Mayor Marilyn Hatley and city spokesperson Donald Graham said Mahaney was referring to a Coast RTA free policy in place for the past two years, which has quadrupled the number of homeless people in the city. the city.
“Mr. Mahaney mentioned the fact that since last year there has been no charge for homeless people to ride Coast RTA, and we have seen an influx of homeless people since this program was put in place. place,” Hatley said.
In 2020, Horry County had the highest homeless population in South Carolina with 807 sheltered and unsheltered people, according to a state report.
New Directions CEO Kathy Jenkins said only customers receive bus tickets through her organization so caseworkers can check where they are.
“I don’t really know why someone who is homeless would go from Myrtle Beach to North Myrtle Beach when services are unavailable,” she said.
The remarks came near the end of a closely watched city council meeting in which Mahaney showed police body camera footage of a meeting with the owner of a local business fined for have installed beach equipment rented without excess.
During deliberations, a resident asked if North Myrtle Beach had any regulations regarding people staying overnight on public beaches, prompting Mahaney to explain the laws and then mention an increase in the homeless population. shelter.
It is illegal for anyone to sleep on the sand in Horry County or Myrtle Beach from 9 p.m. to 8 a.m. North Myrtle Beach prohibits it from 9 p.m. to sunrise.
Graham told The Sun News that city officials counted 20 homeless people in the city in 2019, up from 73 this year.
“The increase in the homeless population in the city of North Myrtle Beach can be directly attributed to the Coast RTA bus transportation system,” Graham said. “The Coast RTA bus transit system provided free transportation that allowed transients to areas that were previously unavailable.”
Coast RTA currently operates 10 fixed routes across Georgetown and Horry counties, serving over 2,000 daily riders. The agency’s finance committee meets on 14 July. Spokeswoman Lauren Morris said RTA would resume fares within weeks at pre-COVID rates of $1.50 for single rides and up to $40 for multi-use passes.

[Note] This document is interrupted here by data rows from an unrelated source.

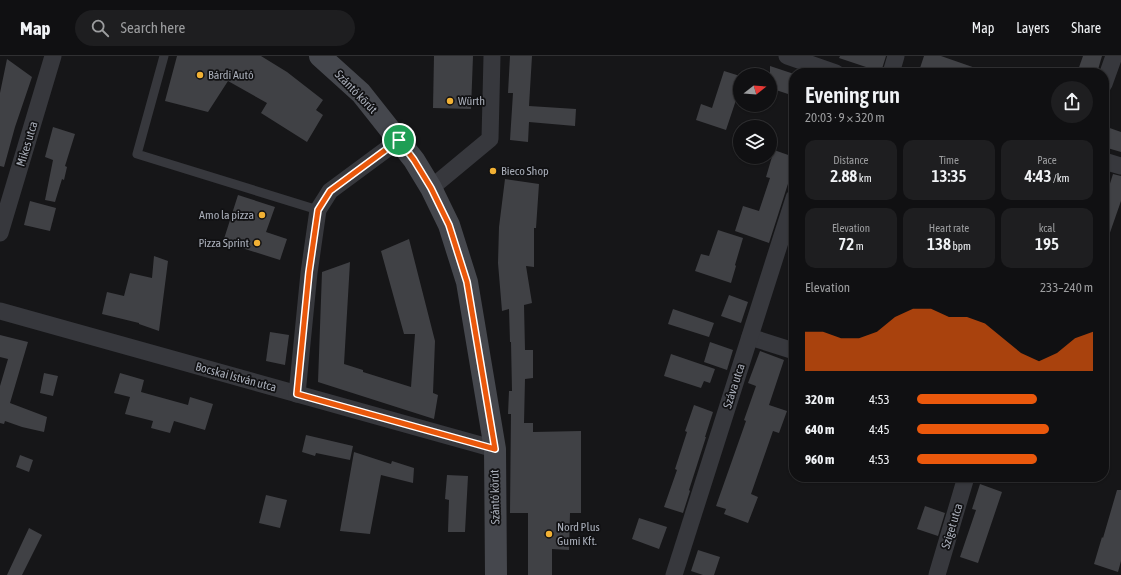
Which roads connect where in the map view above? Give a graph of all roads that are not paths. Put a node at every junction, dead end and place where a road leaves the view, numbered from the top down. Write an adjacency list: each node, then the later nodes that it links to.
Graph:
1 (53, 56): 17 (street, Mikes utca)
2 (164, 56): 15 (lane)
3 (320, 56): 11 (street, Szántó körút)
4 (492, 56): 14 (street)
5 (787, 56): 8 (street)
6 (896, 56): 9 (street)
7 (1114, 56): 10 (street)
8 (821, 68)
9 (892, 68)
10 (1109, 70)
11 (399, 140): 14 (street, Szántó körút); 15 (street)
12 (1109, 162): 13 (street)
13 (1121, 166)
14 (431, 188): 22 (street, Szántó körút)
15 (318, 210): 21 (street)
16 (789, 214): 19 (street, Száva utca)
17 (0, 232)
18 (0, 311): 21 (street, Bocskai István utca)
19 (750, 336): 20 (street); 25 (street, Száva utca)
20 (789, 349)
21 (297, 394): 22 (street, Bocskai István utca)
22 (495, 449): 24 (street, Szántó körút)
23 (965, 482): 26 (street, Sziget utca)
24 (496, 575)
25 (674, 575)
26 (937, 575)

Its Route 17 runs through busy parts of North Myrtle Beach, with stops at Barefoot Landing and Coastal North Town Center.

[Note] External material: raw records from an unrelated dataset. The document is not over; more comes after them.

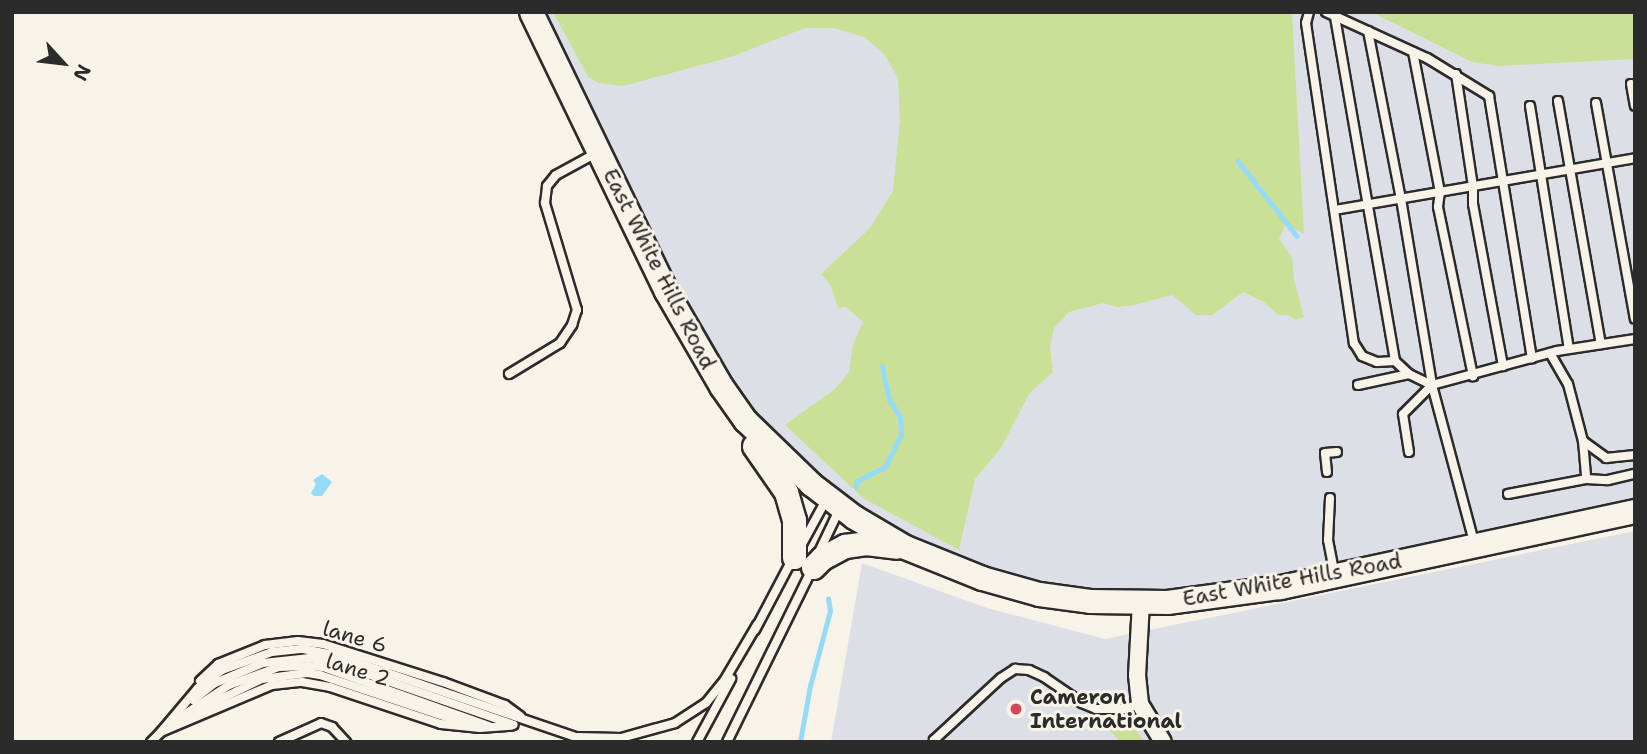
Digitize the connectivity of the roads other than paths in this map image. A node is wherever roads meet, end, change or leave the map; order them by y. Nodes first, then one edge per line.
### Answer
1 (531, 12) edge
2 (1309, 12) edge
3 (1326, 12) edge
4 (1335, 16) junction
5 (1368, 31) junction
6 (1413, 52) junction
7 (1456, 74) junction
8 (1631, 84) dead end
9 (1558, 101) dead end
10 (1596, 103) dead end
11 (1530, 106) dead end
12 (1635, 106) edge
13 (598, 151) junction
14 (1635, 158) edge
15 (1606, 163) junction
16 (1572, 169) junction
17 (1543, 174) junction
18 (1503, 181) junction
19 (1473, 186) junction
20 (1440, 192) junction
21 (1401, 199) junction
22 (1370, 204) junction
23 (1335, 210) junction
24 (1635, 319) edge
25 (1635, 339) edge
26 (1601, 344) junction
27 (1569, 349) junction
28 (1550, 353) junction
29 (1532, 358) junction
30 (1395, 361) junction
31 (1503, 366) junction
32 (509, 374) dead end
33 (1409, 374) junction
34 (1473, 376) junction
35 (1358, 385) dead end
36 (1432, 385) junction
37 (745, 420) junction
38 (1583, 441) junction
39 (1337, 452) dead end
40 (1409, 452) dead end
41 (1635, 455) edge
42 (1327, 472) dead end
43 (1635, 474) edge
44 (1586, 479) junction
45 (1508, 494) dead end
46 (1330, 498) dead end
47 (834, 502) junction
48 (1635, 511) edge
49 (1475, 546) junction
50 (905, 547) junction
51 (803, 562) junction
52 (1335, 574) junction
53 (1141, 602) junction
54 (757, 625) junction
55 (227, 682) junction
56 (437, 702) junction
57 (1140, 705) junction
58 (530, 722) junction
59 (514, 725) junction
60 (494, 727) junction
61 (160, 733) junction
62 (575, 739) edge
63 (605, 741) edge
64 (151, 742) edge
65 (279, 742) edge
66 (346, 742) edge
67 (697, 742) edge
68 (727, 742) edge
69 (936, 742) edge
70 (1163, 742) edge

1 - 13 main road, East White Hills Road
2 - 23 lane
3 - 4 lane
4 - 5 lane
4 - 22 lane
5 - 6 lane
5 - 21 lane
6 - 7 lane
6 - 20 lane
7 - 18 lane
7 - 19 lane
8 - 12 lane
9 - 16 lane
10 - 15 lane
11 - 17 lane
13 - 32 lane
13 - 37 main road, East White Hills Road
14 - 15 lane
15 - 16 lane
15 - 24 lane
16 - 17 lane
16 - 26 lane
17 - 18 lane
17 - 27 lane
18 - 19 lane
18 - 29 lane
19 - 20 lane
19 - 31 lane
20 - 21 lane
20 - 34 lane
21 - 22 lane
21 - 36 lane
22 - 23 lane
22 - 30 lane
23 - 30 lane
25 - 26 lane
26 - 27 lane
27 - 28 lane
28 - 29 lane
28 - 38 lane
29 - 31 lane
30 - 33 lane
31 - 34 lane
33 - 35 lane
33 - 36 lane
34 - 36 lane
36 - 40 lane
36 - 49 lane
37 - 47 main road, East White Hills Road
37 - 51 main road
38 - 41 lane
38 - 44 lane
39 - 42 lane
43 - 44 lane
44 - 45 lane
46 - 52 lane
47 - 50 main road, East White Hills Road
47 - 51 lane
47 - 51 lane
48 - 49 main road, East White Hills Road
49 - 52 main road, East White Hills Road
50 - 51 main road
50 - 53 main road, East White Hills Road
51 - 54 lane
51 - 68 lane
52 - 53 main road, East White Hills Road
53 - 57 street
54 - 63 lane
54 - 67 lane
55 - 56 lane
55 - 56 lane
55 - 56 lane
55 - 61 lane
55 - 61 lane
55 - 61 lane
56 - 58 lane
56 - 59 lane
56 - 60 lane
56 - 60 lane
57 - 69 lane
57 - 70 street
58 - 59 lane
58 - 62 lane
59 - 60 lane
61 - 64 lane
62 - 63 lane
65 - 66 lane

Further commentary and context details are hard to come by for the public. North Myrtle Beach has stopped streaming its meetings stemming from COVID protocols, and minutes from the July 6 session had not been posted on the city’s website as of July 13.

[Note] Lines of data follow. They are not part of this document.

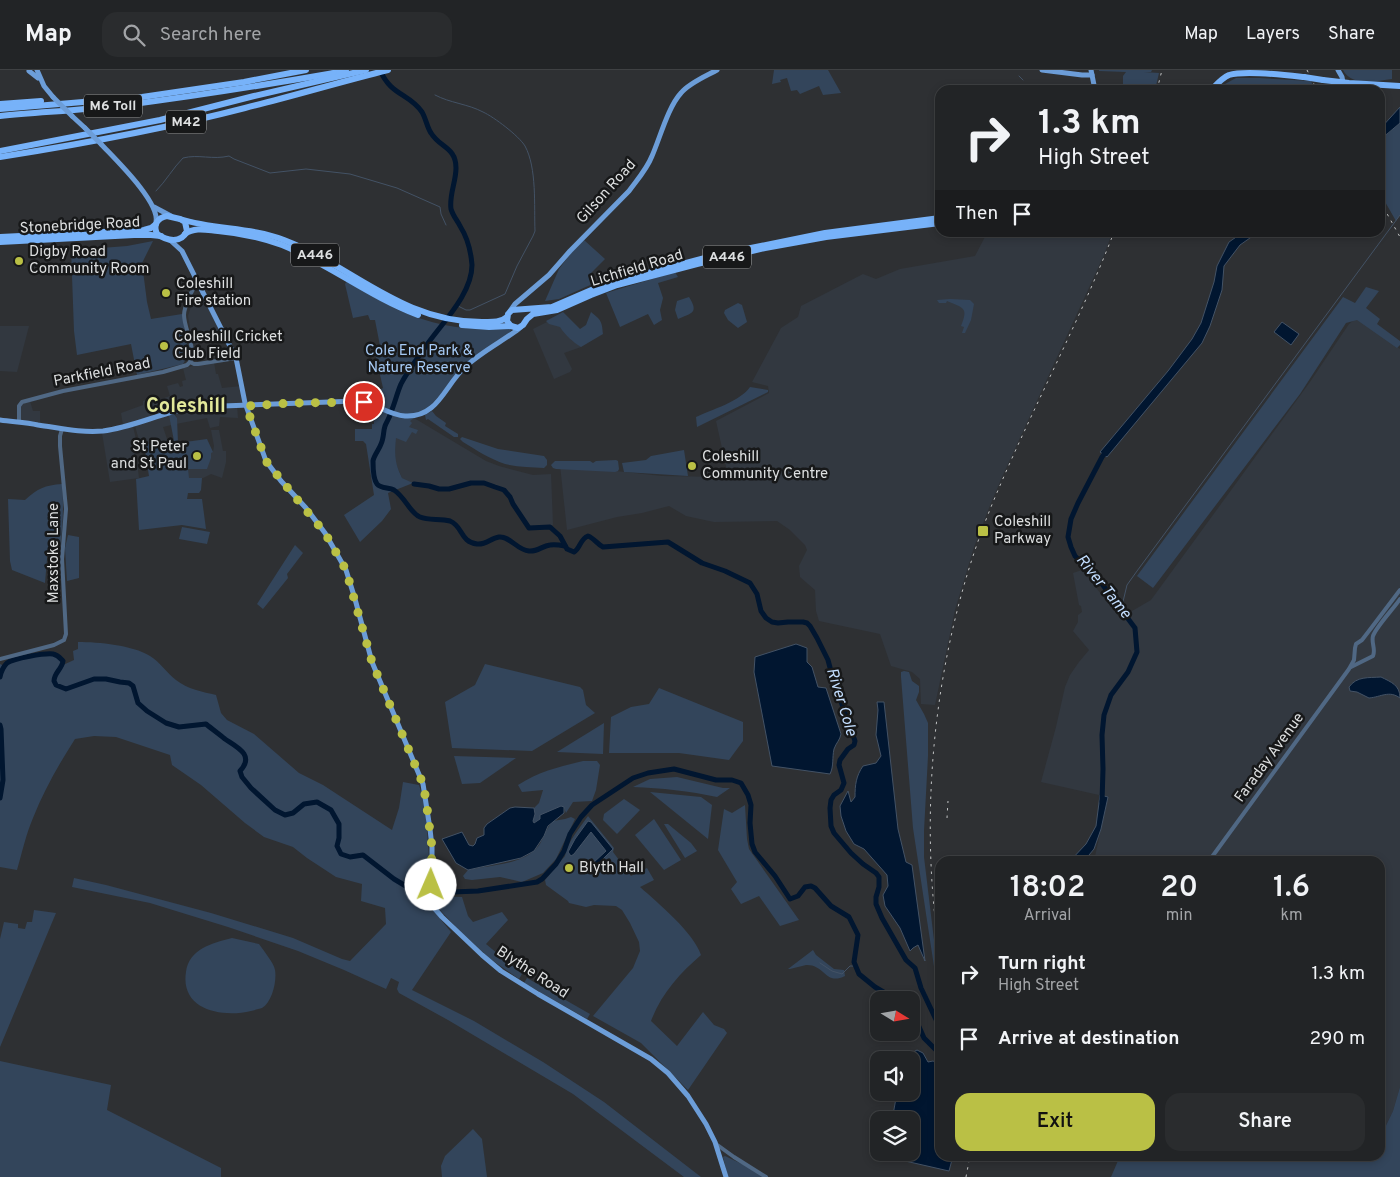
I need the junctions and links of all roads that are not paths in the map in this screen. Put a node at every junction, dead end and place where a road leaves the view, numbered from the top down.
1 (29, 70) edge
2 (37, 70) edge
3 (306, 70) edge
4 (346, 70) edge
5 (388, 70) edge
6 (717, 70) edge
7 (1042, 70) edge
8 (367, 72) edge
9 (1092, 72) edge
10 (1339, 72) edge
11 (334, 73) junction
12 (40, 80) junction
13 (1341, 82) junction
14 (1094, 85) edge
15 (1217, 85) edge
16 (1400, 86) edge
17 (254, 96) junction
18 (121, 99) junction
19 (0, 104) edge
20 (0, 109) edge
21 (0, 116) edge
22 (0, 151) edge
23 (0, 157) edge
24 (152, 205) junction
25 (171, 216) junction
26 (180, 219) junction
27 (935, 219) edge
28 (156, 223) junction
29 (935, 224) edge
30 (185, 235) junction
31 (161, 236) junction
32 (0, 237) edge
33 (169, 240) junction
34 (0, 242) edge
35 (182, 251) junction
36 (198, 282) junction
37 (519, 300) junction
38 (519, 310) junction
39 (509, 315) junction
40 (438, 319) junction
41 (452, 322) junction
42 (522, 325) junction
43 (511, 327) junction
44 (511, 335) junction
45 (236, 358) junction
46 (190, 362) junction
47 (246, 406) junction
48 (0, 420) edge
49 (19, 422) junction
50 (62, 430) junction
51 (1400, 590) edge
52 (1400, 599) edge
53 (1362, 640) junction
54 (1374, 646) junction
55 (1355, 652) junction
56 (0, 659) edge
57 (1366, 659) junction
58 (1349, 669) junction
59 (1214, 856) edge
60 (713, 1140) junction
61 (718, 1152) junction
62 (734, 1157) junction
63 (726, 1177) edge
64 (766, 1177) edge

1 - 12 main road
2 - 12 main road
3 - 18 highway, M42
4 - 11 highway
5 - 8 highway, M42
6 - 37 main road, Gilson Road
7 - 9 main road
8 - 17 highway, M42
8 - 23 highway, M42
9 - 14 main road
10 - 13 main road
11 - 17 highway
11 - 21 highway, M6 Toll
12 - 24 main road, bridge
13 - 15 highway, bridge
13 - 16 highway
17 - 22 highway, M42
18 - 19 highway, M42
18 - 20 highway, M6 Toll
24 - 25 main road
24 - 28 main road
25 - 26 highway
25 - 28 highway
26 - 30 highway
26 - 40 highway, A446
27 - 38 highway, Lichfield Road / A446
28 - 31 highway
28 - 32 highway, Stonebridge Road
29 - 42 highway, Lichfield Road / A446
30 - 33 highway
30 - 35 main road
30 - 40 highway, A446
31 - 33 highway
31 - 34 highway, Stonebridge Road
33 - 35 main road
35 - 36 main road, Blythe Road
36 - 45 main road, Blythe Road
36 - 46 street
37 - 38 main road
37 - 39 main road, Gilson Road
38 - 39 highway
38 - 42 highway
39 - 41 highway, A446
39 - 43 highway
40 - 41 highway, A446
41 - 43 highway, A446
42 - 43 highway
42 - 44 main road, Lichfield Road
43 - 44 main road
44 - 47 main road, Lichfield Road
45 - 46 street, Parkfield Road
45 - 47 main road, Blythe Road
46 - 49 street, Parkfield Road
47 - 50 main road
47 - 60 main road, Blythe Road
48 - 49 main road
49 - 50 main road
50 - 56 street, Maxstoke Lane
51 - 53 street
52 - 54 street
53 - 54 street
53 - 55 street
54 - 57 street
55 - 57 street
55 - 58 street, Faraday Avenue
57 - 58 street, Faraday Avenue
58 - 59 street, Faraday Avenue
60 - 61 main road, Blythe Road
60 - 62 street
61 - 62 street
61 - 63 main road, Blythe Road
62 - 64 street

South Carolina’s open meeting law doesn’t require communities to broadcast their proceedings, but nearly all of North Myrtle Beach’s neighbors do anyway: Conway, Myrtle Beach, Surfside Beach, the Horry County Council, and the Horrys. County Schools among them.
But when it comes to sending people from Myrtle Beach elsewhere, city officials have no role to play, but are working through New Directions and the transit authority, a said spokesman Mark Kruea.
“New Directions provides transportation out of the area for people who want to reconnect with their family support groups. And I believe they use city-provided funding for that — especially bus tickets — but that’s not a common thing,” Kruea said. “And we certainly don’t send people to nearby communities through Coast RTA or any other means.”